Provided data:
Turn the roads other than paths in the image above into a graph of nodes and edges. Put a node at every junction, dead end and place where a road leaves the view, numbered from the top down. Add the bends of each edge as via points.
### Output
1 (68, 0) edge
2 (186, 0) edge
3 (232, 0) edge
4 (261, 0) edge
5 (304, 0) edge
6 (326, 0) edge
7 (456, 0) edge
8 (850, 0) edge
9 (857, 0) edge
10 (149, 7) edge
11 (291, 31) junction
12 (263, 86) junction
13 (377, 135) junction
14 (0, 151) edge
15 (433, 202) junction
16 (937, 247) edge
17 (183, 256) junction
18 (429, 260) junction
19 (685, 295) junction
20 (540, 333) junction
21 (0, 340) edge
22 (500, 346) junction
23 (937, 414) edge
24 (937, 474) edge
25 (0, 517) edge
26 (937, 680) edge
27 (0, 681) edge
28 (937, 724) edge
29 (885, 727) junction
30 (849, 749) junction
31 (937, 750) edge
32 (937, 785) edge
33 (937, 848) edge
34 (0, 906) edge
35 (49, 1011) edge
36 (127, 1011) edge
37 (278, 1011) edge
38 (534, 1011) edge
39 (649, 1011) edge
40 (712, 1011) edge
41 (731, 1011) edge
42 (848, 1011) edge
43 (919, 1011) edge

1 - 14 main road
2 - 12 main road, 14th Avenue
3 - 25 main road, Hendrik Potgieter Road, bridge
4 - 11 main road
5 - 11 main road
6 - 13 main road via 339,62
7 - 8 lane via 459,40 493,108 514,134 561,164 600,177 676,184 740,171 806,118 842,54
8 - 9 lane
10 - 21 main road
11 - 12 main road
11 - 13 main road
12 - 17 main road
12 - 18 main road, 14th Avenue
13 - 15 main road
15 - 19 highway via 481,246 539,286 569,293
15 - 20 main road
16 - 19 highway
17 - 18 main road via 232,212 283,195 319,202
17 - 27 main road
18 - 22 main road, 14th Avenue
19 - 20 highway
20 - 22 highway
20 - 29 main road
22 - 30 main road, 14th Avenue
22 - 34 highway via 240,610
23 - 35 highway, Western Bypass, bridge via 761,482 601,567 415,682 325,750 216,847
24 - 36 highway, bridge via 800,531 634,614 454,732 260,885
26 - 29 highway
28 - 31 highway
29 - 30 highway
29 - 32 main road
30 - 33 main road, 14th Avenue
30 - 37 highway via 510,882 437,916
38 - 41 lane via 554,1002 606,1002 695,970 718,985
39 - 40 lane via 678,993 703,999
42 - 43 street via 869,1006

What is needed:
Only a number is wanted. How many lines of the entries above carry "junction"?

Exercise output:
12